Mais au-delà de la géopolitique, la sensibilité vis-à-vis de Jérusalem traverse l’ensemble du monde musulman. La ville abrite la mosquée al-Aqsa, troisième site le plus sacré de l’islam.
Jérusalem est une question tellement chargée sur le plan émotionnel pour les Arabes et les musulmans que le déplacement de l’ambassade pourrait provoquer de violentes réactions, a prévenu Zogby.
« Ce serait terrible s’il y avait de la violence, mais la faute incomberait aux personnes qui ont provoqué cette violence », a-t-il ajouté.
Selon les médias américains, le département d’État a demandé aux ambassades américaines de renforcer leurs mesures de sécurité en préparation d’éventuelles manifestations si Trump annonce le déplacement de l’ambassade ce mercredi.
Jérusalem n’est pas seulement une question palestinienne, a rappelé Bannerman.

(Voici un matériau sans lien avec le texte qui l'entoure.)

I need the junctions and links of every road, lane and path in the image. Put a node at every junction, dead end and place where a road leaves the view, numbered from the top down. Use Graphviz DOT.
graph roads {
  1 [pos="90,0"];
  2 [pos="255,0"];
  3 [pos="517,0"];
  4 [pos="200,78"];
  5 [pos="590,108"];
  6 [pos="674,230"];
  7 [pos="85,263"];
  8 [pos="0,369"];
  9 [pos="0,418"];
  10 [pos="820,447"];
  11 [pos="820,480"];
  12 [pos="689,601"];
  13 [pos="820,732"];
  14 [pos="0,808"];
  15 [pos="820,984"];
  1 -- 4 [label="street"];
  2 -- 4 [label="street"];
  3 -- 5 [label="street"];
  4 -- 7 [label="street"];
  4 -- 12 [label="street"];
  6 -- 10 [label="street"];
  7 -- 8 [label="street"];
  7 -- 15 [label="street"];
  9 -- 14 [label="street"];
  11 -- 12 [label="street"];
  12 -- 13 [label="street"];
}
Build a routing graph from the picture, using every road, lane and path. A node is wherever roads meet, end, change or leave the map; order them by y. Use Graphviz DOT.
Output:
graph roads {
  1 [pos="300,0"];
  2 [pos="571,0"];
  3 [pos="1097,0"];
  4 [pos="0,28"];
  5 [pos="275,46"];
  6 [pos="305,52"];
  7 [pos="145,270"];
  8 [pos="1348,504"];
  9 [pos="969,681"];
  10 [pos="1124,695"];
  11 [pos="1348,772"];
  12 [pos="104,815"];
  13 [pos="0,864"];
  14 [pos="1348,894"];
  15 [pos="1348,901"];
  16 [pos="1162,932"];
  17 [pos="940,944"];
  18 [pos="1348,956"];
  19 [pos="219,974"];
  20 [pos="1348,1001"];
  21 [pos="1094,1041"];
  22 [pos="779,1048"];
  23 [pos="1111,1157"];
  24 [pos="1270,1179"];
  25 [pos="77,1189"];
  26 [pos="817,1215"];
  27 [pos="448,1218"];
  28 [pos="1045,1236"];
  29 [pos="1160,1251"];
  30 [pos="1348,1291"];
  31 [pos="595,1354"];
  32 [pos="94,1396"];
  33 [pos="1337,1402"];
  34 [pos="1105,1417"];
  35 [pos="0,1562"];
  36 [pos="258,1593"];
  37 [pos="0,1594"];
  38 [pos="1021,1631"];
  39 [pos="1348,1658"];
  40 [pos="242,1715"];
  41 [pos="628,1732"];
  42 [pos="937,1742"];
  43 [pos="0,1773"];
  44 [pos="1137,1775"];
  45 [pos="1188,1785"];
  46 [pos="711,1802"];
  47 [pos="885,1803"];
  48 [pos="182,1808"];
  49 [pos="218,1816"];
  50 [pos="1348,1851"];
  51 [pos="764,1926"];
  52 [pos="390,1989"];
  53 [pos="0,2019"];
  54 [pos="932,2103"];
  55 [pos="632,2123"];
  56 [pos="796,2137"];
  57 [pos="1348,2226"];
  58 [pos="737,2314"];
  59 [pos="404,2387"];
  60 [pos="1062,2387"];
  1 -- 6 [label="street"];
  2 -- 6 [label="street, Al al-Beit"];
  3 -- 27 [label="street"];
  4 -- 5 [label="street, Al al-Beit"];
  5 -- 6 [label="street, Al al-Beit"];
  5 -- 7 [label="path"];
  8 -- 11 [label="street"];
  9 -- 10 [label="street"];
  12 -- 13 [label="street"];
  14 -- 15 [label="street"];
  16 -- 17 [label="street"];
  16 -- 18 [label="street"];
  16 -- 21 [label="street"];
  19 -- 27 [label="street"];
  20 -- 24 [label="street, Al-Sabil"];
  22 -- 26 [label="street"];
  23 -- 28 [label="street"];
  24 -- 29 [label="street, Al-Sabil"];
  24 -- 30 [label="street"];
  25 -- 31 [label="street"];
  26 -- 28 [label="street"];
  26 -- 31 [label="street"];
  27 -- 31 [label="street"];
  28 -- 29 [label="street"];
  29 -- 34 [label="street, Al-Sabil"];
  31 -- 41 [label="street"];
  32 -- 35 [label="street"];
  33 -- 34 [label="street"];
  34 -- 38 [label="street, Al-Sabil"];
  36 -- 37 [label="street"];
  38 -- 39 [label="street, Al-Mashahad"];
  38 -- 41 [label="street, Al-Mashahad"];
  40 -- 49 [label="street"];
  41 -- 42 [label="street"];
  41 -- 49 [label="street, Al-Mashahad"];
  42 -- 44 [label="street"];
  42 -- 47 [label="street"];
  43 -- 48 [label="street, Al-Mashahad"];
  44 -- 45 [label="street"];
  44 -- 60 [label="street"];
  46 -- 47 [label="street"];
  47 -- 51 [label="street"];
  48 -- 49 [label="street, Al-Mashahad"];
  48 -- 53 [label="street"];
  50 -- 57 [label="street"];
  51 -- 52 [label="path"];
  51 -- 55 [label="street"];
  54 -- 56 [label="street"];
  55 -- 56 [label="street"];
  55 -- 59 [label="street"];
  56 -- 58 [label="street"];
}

« Si vous mettez cela uniquement dans le contexte du conflit israélo-palestinien, vous ne comprenez pas vraiment l’importance de Jérusalem », a-t-il déclaré.
« Cela peut être la faiblesse de l’administration ; ils ne semblent pas comprendre la façon dont vibre Jérusalem à travers toute la région et le monde islamique. »
Traduit de l’anglais (original).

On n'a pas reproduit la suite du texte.